Samstag, 18. November 2017


Meniskusschaden kann Berufskrankheit sein

Düsseldorf, (lifePR) - Der Unterschied zwischen einem Finanzbeamten und einem Fußballprofi ist vermutlich nicht nur das Gehalt. Sondern auch die Einstufung einer Meniskusverletzung als Berufskrankheit. Verletzt sich der Beamte am Innenmeniskus, lässt er sich krankschreiben, wird operiert und kehrt an den Schreibtisch zurück. Auswirkungen auf sein Gehalt wird es kaum geben.

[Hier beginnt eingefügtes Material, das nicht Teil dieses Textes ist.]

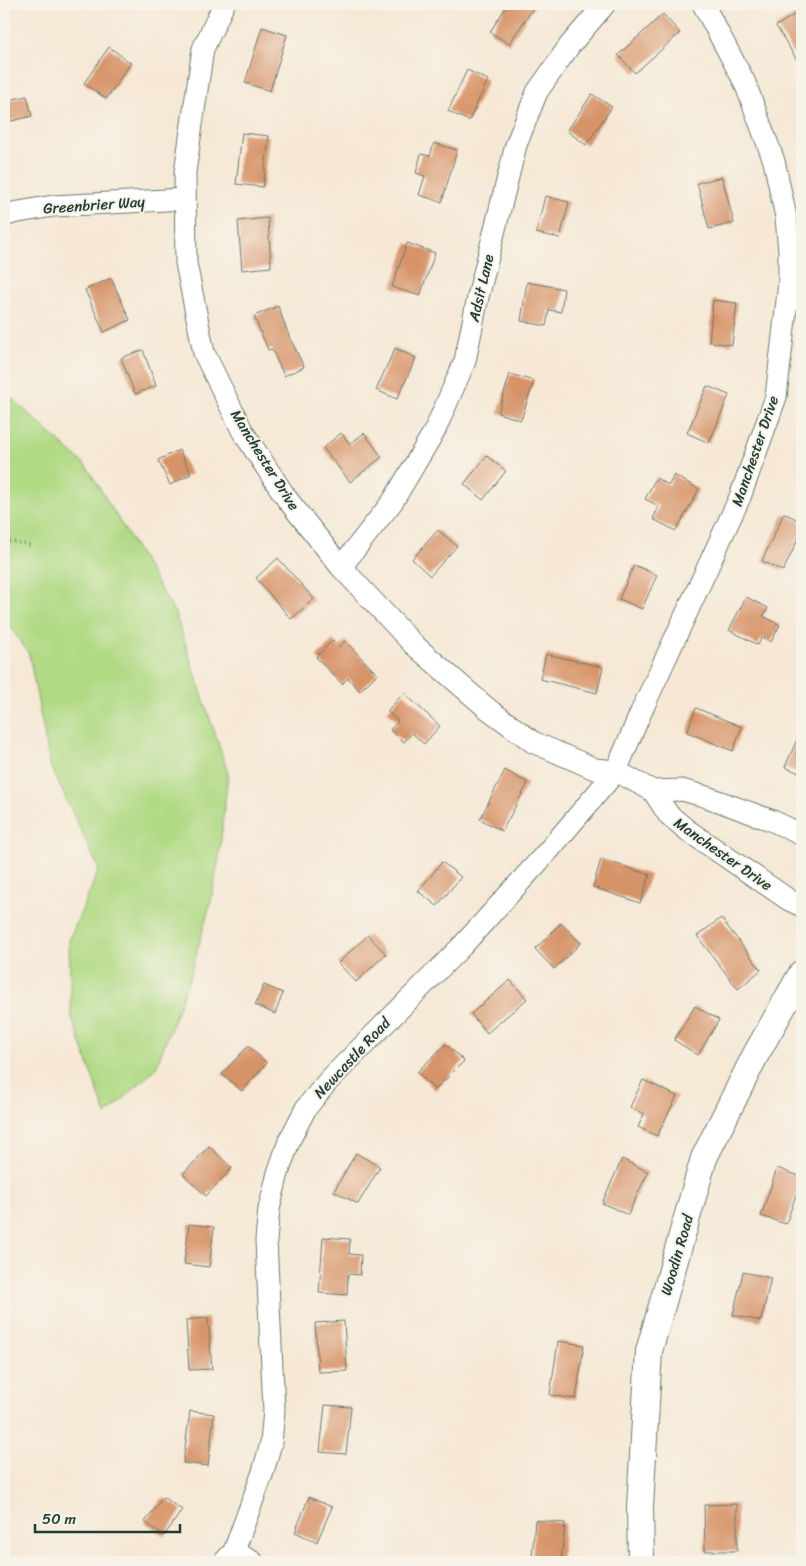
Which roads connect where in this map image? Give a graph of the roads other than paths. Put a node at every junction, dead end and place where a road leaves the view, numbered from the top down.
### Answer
1 (224, 4) edge
2 (605, 4) edge
3 (703, 4) edge
4 (185, 199) junction
5 (4, 216) edge
6 (341, 567) junction
7 (616, 772) junction
8 (653, 791) junction
9 (802, 835) edge
10 (802, 906) edge
11 (802, 973) edge
12 (229, 1557) edge
13 (253, 1562) edge
14 (641, 1562) edge

1 - 4 street, Manchester Drive
2 - 6 street, Adsit Lane
3 - 7 street, Manchester Drive
4 - 5 street, Greenbrier Way
4 - 6 street, Manchester Drive
6 - 7 street, Manchester Drive
7 - 8 street, Manchester Drive
7 - 12 street, Newcastle Road
8 - 9 street, Manchester Drive
8 - 10 street, Manchester Drive
11 - 14 street, Woodin Road
12 - 13 street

Reißt der Meniskus jedoch bei einem Profifußballer, kann es sein, dass dieser Schaden als Berufskrankheit anerkannt wird. Und in diesem Fall muss die Berufsgenossenschaft medizinische Rehabilitation und finanzielle Entschädigung leisten. Wie viele Stunden das Knie jährlich durch Trainings- und Wettkampfzeiten belastet wurde, ist für die Anerkennung als Berufskrankheit unerheblich. Denn nach aktuellem medizinwissenschaftlichem Kenntnisstand steht fest, dass der Meniskus insbesondere bei Fußballern extrem belastet wird (Sozialgericht Dresden, Az.: S 5 U 233/16).